“Make allowance for each other’s faults, and forgive anyone who offends you. Remember, the Lord forgave you, so you must forgive others.”
Colossians 3:13 (NLT)
“Work at getting along with each other and with God. Otherwise, you’ll never get so much as a glimpse of God. Make sure no one gets left out of God’s generosity. Keep a sharp eye out for weeds of bitter discontent. A thistle or two gone to seed can ruin a whole garden in no time.”
Hebrews 12:14-17 (MSG)
Harboring your heart steals most of the joy from your life and robs you of a great deal of peace. It buries your ability to be patient with others. It turns your kindness into something prejudiced and selective. It stains all that goodness in you. John DeMartini, a human behavior expert and author said, “Unforgiveness warps your mind into thinking you are a self-controlled person, when in reality you’re out of control.” Kerry Shook, a pastor and author said, “Keeping score just brings you more pain and causes a whole lot of pain for others.” And David Smith in an article called Love Doesn’t Keep Score, “Such a spirit is fit only for a cross, and a cross is precisely what God did with it. If anyone has a right to resent and not forgive, it is God. He is misunderstood, denied, miss quoted and defied, and has been since the fall.”
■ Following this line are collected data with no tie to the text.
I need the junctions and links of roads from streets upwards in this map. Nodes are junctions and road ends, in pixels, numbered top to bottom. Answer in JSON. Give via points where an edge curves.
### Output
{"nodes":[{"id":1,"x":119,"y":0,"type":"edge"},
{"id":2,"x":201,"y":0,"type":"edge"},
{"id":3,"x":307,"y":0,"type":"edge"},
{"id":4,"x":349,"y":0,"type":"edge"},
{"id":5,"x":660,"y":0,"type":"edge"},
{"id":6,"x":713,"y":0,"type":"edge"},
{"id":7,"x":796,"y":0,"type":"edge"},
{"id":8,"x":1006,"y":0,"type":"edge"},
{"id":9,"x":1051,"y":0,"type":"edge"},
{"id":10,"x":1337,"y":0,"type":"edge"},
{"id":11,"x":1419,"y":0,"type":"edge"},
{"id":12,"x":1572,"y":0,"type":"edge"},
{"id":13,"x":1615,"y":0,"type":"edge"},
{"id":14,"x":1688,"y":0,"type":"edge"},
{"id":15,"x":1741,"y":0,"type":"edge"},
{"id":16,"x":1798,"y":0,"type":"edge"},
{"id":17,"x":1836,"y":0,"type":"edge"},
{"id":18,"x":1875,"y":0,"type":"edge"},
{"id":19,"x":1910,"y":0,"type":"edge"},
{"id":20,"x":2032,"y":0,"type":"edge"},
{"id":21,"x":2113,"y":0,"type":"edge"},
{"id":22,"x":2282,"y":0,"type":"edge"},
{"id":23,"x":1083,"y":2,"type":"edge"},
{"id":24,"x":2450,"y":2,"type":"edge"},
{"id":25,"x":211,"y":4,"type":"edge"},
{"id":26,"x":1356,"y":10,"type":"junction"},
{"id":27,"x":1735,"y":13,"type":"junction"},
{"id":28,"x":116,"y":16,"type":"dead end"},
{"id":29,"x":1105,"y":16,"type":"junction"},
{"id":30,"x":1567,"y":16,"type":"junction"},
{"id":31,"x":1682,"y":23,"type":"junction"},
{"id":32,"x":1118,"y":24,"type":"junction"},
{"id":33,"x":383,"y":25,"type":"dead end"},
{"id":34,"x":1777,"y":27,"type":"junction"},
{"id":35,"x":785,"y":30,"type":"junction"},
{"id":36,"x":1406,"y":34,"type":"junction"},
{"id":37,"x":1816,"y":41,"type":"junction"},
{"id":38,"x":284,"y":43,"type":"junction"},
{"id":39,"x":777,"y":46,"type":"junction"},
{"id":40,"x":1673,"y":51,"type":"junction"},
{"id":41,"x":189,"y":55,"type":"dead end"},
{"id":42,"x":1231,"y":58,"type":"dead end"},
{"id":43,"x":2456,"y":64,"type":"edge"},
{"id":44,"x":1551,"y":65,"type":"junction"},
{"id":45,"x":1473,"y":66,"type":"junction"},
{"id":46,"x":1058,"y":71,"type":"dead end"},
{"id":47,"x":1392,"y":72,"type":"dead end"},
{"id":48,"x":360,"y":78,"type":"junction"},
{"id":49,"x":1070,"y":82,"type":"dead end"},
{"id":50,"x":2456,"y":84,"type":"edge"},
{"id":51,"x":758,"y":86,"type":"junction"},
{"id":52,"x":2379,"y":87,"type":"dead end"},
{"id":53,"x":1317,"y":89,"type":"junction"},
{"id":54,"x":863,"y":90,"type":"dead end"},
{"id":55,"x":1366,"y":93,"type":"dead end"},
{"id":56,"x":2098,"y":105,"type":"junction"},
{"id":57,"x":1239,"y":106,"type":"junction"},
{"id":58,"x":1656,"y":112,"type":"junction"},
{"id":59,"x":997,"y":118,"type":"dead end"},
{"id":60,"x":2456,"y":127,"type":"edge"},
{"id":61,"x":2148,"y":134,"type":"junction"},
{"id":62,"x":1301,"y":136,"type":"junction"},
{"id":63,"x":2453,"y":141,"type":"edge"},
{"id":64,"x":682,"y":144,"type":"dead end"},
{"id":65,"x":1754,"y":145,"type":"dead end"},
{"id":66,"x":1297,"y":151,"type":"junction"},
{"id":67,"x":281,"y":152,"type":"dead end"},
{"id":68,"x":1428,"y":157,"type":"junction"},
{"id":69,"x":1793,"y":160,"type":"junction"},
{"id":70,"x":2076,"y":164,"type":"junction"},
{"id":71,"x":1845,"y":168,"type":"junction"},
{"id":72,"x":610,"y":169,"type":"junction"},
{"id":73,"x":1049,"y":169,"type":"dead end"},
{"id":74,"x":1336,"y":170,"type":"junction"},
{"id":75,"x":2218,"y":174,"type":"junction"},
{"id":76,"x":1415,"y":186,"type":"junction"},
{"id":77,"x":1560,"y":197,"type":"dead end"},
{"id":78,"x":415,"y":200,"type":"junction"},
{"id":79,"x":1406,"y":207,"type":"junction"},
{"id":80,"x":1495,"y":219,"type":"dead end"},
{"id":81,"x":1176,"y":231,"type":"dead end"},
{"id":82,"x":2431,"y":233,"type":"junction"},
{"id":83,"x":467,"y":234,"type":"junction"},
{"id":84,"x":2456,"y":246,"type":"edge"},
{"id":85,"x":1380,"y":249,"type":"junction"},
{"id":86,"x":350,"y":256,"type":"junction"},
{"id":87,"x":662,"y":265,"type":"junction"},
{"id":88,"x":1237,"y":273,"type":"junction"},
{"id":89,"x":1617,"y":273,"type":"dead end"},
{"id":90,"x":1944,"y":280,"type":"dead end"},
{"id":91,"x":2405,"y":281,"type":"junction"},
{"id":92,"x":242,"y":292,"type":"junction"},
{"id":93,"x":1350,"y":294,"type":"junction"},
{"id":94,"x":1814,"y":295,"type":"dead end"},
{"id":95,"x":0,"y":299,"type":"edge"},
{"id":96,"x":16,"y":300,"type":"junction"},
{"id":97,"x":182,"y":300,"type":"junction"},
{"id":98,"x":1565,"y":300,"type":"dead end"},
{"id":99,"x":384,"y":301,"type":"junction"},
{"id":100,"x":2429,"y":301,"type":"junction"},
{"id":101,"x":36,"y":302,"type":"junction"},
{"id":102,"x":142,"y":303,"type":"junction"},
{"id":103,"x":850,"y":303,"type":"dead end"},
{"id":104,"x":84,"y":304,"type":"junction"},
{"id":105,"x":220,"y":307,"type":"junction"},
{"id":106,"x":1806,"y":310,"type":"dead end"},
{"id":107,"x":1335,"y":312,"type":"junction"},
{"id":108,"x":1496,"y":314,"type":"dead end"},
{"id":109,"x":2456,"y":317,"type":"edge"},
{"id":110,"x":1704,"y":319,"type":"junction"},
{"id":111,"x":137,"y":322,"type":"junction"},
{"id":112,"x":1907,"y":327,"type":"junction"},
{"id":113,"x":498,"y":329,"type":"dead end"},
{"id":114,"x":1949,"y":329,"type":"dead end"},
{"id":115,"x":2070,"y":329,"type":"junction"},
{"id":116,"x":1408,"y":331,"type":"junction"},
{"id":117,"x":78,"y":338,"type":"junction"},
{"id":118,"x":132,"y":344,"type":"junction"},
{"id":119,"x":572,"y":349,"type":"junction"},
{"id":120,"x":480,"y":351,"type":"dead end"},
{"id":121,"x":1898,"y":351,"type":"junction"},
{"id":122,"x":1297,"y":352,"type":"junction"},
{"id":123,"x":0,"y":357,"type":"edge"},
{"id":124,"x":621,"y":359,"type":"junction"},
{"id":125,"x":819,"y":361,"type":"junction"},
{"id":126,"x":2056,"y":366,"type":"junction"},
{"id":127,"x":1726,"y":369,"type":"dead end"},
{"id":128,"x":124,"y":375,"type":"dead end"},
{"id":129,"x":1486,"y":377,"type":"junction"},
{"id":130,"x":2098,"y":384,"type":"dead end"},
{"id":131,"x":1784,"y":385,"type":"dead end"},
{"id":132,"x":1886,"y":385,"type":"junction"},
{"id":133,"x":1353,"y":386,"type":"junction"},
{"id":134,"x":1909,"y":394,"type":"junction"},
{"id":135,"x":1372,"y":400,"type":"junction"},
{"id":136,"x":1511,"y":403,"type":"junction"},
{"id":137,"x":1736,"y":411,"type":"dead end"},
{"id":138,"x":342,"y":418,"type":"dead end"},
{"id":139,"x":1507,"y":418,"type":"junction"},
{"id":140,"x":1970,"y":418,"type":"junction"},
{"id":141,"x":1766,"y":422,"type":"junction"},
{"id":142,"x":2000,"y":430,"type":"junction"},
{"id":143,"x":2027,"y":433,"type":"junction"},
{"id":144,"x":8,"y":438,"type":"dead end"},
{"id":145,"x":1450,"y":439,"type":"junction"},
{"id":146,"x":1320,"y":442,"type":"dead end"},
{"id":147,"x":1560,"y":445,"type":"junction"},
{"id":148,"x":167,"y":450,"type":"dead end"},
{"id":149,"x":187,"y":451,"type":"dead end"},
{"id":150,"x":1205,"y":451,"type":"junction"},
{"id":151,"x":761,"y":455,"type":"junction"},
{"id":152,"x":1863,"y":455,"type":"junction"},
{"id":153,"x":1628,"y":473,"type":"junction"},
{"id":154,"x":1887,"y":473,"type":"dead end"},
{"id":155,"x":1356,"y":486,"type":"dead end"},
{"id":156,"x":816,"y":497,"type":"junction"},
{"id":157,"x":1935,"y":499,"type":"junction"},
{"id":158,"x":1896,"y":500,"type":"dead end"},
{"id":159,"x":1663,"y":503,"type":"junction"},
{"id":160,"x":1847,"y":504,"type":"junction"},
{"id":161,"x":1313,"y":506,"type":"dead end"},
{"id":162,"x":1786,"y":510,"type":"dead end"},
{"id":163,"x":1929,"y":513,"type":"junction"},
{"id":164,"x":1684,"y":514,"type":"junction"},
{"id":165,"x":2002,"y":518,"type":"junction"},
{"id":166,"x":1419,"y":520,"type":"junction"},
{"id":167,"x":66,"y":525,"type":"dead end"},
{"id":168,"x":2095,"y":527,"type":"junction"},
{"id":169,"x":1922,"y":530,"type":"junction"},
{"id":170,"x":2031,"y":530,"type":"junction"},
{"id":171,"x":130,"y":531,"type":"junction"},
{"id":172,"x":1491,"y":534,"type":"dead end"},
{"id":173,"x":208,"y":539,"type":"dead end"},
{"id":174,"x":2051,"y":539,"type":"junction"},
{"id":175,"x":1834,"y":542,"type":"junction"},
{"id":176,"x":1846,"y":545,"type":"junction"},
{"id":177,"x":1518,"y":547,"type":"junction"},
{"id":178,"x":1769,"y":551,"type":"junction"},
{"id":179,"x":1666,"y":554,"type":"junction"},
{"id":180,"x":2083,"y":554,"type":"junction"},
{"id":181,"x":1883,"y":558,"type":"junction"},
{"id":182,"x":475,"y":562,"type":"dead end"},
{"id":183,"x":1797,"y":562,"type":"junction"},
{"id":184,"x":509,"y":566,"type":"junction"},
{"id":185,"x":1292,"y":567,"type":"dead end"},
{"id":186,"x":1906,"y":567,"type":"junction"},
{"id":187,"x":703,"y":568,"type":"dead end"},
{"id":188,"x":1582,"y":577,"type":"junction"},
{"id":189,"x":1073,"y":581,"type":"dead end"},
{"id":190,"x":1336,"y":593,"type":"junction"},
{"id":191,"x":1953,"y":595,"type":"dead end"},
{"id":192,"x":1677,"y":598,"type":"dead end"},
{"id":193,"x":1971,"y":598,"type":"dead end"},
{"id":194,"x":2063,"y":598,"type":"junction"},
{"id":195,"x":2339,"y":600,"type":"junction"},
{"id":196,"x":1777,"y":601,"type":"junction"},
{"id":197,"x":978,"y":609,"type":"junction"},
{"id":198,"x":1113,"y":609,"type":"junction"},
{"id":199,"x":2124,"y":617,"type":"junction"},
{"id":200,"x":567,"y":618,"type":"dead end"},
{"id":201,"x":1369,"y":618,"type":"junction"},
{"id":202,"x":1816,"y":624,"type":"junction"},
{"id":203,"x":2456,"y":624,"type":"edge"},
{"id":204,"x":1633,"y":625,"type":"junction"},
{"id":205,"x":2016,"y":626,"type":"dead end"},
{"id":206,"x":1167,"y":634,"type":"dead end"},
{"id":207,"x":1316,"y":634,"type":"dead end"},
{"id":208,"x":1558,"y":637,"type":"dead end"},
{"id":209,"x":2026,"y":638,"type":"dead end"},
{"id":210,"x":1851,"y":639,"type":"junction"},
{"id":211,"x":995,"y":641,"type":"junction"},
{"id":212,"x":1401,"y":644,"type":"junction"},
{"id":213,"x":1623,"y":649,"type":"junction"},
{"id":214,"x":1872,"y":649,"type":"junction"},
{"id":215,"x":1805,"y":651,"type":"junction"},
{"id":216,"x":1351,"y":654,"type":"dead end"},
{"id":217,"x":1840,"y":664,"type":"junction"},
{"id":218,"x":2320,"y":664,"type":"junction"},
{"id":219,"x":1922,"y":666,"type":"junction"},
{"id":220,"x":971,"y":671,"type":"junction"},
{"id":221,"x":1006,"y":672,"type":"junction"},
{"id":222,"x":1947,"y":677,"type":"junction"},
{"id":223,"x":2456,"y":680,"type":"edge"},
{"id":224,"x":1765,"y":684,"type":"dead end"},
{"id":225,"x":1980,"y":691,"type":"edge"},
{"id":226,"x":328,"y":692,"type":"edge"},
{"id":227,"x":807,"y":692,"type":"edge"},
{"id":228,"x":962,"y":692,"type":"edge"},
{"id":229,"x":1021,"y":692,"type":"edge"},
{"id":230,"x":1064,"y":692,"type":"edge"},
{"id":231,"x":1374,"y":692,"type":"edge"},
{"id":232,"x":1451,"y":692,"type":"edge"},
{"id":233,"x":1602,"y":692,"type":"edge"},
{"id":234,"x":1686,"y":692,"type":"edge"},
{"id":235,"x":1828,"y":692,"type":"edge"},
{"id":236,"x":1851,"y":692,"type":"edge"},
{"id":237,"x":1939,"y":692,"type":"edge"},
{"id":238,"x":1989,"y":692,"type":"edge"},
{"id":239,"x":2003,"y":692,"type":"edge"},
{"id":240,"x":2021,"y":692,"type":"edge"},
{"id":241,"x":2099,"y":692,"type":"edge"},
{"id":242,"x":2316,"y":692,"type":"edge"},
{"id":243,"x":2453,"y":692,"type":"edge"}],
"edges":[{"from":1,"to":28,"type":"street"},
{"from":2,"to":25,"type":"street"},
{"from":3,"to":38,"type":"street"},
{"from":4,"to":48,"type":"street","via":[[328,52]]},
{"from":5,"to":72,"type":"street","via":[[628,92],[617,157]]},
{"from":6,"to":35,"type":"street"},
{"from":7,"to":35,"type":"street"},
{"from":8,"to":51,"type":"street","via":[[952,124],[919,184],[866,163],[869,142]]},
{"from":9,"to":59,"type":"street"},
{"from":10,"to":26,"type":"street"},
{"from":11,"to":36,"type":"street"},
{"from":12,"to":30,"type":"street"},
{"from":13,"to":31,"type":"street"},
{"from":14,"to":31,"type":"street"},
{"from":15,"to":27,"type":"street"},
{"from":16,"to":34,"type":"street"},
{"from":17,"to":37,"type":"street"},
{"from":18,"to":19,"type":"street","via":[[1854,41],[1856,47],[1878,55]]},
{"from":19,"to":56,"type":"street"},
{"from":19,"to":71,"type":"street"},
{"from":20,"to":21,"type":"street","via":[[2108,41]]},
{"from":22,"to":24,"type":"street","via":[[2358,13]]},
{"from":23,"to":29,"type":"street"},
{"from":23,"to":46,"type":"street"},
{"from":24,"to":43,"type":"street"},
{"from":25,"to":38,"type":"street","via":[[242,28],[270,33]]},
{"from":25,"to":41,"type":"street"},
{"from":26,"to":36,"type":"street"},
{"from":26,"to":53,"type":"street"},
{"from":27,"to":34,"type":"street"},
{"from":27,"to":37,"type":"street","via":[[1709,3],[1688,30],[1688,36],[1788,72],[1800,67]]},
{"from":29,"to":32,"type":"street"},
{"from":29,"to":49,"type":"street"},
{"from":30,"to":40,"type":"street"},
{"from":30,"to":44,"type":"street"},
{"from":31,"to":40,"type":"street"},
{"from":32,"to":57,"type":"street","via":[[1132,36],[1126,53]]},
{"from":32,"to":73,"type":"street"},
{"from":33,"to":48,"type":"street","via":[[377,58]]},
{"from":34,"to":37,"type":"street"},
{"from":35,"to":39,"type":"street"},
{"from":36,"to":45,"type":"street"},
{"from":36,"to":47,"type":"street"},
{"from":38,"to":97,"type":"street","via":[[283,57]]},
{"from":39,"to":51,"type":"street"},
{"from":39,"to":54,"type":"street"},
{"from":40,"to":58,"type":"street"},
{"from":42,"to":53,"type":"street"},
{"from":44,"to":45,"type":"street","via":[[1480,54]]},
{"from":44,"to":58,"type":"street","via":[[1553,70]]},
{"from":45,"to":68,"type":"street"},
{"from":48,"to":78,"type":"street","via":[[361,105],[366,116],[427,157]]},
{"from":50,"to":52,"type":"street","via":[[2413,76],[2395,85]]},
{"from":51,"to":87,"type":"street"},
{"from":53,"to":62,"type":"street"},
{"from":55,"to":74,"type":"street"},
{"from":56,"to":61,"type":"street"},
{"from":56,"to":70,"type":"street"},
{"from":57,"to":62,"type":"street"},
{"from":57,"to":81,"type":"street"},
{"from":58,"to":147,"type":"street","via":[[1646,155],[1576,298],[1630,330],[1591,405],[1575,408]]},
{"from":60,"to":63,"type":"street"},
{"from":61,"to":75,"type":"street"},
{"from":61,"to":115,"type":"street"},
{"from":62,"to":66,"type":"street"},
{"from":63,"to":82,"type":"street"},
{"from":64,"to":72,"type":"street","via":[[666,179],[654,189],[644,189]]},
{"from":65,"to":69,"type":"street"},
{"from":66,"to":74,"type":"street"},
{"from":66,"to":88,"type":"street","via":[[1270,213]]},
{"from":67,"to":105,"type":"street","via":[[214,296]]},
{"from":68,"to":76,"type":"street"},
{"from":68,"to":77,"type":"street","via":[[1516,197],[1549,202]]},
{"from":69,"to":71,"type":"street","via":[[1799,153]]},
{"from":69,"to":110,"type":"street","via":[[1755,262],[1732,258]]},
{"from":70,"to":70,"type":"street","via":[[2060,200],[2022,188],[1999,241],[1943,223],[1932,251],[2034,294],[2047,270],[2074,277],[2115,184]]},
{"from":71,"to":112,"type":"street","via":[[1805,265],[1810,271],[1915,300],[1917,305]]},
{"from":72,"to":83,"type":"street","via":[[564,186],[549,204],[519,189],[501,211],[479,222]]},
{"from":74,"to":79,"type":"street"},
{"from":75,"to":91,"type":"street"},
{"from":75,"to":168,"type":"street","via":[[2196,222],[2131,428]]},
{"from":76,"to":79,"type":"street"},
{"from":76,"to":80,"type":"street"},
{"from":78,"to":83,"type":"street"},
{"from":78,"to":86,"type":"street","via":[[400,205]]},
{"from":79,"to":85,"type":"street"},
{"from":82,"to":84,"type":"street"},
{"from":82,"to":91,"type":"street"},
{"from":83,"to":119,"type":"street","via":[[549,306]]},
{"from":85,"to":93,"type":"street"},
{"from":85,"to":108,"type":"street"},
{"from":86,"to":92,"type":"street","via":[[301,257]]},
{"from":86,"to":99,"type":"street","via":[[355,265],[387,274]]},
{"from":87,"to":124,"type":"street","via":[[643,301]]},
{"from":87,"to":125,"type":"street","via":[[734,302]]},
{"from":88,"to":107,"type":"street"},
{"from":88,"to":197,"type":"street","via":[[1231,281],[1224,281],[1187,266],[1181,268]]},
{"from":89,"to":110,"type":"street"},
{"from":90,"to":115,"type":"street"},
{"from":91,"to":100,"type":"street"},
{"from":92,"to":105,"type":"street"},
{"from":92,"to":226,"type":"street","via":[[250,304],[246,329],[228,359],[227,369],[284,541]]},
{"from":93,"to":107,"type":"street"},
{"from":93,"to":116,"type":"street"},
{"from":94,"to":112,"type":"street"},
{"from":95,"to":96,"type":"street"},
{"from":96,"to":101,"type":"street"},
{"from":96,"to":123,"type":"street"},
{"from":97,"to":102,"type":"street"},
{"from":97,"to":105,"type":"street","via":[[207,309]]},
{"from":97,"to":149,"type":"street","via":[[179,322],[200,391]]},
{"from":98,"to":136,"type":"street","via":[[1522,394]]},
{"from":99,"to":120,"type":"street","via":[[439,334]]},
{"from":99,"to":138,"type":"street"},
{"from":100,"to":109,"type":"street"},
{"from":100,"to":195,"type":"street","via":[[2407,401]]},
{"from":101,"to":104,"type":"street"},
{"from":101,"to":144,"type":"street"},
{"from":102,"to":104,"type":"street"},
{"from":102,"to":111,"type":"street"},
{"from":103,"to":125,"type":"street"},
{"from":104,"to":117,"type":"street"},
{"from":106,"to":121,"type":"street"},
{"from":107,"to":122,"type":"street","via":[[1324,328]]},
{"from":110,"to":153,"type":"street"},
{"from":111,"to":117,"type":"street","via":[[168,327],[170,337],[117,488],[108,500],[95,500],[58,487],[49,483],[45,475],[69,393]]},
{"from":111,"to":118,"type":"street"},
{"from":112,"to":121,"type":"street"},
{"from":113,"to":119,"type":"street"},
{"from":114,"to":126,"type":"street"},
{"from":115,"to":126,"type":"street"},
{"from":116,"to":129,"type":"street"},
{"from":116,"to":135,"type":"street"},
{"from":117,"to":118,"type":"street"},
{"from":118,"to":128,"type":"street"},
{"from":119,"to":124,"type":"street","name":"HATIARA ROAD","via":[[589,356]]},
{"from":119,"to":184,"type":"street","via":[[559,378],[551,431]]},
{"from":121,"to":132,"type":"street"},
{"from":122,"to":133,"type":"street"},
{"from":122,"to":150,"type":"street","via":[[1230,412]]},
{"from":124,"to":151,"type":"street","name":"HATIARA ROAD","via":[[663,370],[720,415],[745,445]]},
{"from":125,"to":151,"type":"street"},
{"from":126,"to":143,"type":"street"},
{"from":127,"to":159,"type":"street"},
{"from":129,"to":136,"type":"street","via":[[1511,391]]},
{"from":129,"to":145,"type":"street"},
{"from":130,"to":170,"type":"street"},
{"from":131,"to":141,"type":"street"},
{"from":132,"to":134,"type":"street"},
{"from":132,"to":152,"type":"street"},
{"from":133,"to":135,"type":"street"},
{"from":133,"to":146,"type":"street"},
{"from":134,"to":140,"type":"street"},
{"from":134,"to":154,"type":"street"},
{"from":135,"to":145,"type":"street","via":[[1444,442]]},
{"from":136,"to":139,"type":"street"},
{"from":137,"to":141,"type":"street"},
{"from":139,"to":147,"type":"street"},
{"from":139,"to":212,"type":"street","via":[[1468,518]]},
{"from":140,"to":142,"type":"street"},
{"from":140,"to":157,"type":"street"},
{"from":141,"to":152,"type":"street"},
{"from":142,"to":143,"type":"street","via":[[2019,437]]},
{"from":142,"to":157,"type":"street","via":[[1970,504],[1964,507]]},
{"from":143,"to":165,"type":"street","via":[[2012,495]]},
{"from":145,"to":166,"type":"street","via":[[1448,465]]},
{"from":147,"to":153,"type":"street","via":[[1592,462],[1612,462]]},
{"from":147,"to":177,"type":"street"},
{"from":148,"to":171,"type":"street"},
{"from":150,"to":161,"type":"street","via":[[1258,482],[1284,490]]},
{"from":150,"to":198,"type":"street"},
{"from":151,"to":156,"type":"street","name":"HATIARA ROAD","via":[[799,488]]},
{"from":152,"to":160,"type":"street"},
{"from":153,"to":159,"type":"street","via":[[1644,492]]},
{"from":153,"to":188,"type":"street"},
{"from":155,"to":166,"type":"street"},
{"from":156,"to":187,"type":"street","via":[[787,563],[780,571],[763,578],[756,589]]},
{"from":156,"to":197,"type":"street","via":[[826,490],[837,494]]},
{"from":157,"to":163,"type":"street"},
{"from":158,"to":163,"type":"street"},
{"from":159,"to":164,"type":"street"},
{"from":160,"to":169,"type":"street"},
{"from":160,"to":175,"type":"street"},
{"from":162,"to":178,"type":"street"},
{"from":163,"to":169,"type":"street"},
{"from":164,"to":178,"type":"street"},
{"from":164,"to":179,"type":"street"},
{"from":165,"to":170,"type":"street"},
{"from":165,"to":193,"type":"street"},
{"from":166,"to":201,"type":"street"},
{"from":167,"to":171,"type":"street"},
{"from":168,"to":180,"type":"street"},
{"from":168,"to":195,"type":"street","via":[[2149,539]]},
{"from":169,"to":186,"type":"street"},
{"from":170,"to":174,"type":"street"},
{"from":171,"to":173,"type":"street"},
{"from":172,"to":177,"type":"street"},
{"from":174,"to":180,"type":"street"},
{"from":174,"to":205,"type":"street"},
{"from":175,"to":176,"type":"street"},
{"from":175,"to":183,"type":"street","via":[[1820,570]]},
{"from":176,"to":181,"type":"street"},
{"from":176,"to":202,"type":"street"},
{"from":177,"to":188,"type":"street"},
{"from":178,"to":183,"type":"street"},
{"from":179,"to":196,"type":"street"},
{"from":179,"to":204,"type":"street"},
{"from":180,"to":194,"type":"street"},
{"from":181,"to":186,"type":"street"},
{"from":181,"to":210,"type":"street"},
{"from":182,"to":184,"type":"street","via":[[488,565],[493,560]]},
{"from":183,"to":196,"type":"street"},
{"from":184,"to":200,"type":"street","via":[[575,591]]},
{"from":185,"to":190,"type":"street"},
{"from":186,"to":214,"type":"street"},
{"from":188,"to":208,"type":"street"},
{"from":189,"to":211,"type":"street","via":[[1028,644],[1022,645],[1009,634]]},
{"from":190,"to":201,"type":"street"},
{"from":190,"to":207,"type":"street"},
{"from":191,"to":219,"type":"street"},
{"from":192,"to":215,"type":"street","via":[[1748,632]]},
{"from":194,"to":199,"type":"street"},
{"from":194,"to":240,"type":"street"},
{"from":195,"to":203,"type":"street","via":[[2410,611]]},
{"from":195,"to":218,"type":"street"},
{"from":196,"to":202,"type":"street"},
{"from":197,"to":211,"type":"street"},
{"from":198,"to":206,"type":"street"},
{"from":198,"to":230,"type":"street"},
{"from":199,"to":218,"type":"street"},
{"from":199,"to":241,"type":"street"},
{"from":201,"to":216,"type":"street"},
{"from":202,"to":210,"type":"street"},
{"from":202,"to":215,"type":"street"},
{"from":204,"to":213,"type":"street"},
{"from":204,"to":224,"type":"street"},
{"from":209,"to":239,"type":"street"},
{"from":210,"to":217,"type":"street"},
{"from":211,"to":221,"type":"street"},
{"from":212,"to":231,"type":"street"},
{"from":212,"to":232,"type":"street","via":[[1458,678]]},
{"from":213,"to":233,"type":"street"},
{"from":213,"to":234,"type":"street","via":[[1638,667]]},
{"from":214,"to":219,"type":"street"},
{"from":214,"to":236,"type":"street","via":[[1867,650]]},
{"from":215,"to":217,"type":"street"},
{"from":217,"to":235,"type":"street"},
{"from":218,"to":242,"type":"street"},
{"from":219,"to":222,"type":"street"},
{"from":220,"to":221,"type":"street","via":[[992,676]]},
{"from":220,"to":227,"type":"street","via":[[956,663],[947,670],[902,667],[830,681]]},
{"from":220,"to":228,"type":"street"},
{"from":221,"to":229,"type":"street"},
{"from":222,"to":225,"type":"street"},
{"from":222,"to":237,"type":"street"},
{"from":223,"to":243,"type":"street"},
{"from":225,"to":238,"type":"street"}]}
But how does God respond to all this abuse? He reconciles, rather than resents. Look at 2 Corinthians 5:19 in the New Living Translation, “For God was in Christ, reconciling the world to himself, no longer counting people’s sins against them. And He gave us this wonderful message of reconciliation.”
Listen carefully. When you step up and forgive someone who has offended you, even though you think they don’t deserve it, you are stepping into God’s grace, and God’s grace is some place that Satan cannot go.
Your prayer might go something like this. “Dear God, I know it is the right thing to do to forgive. Please help me to forgive, help me to be obedient. In Jesus Name, Amen.”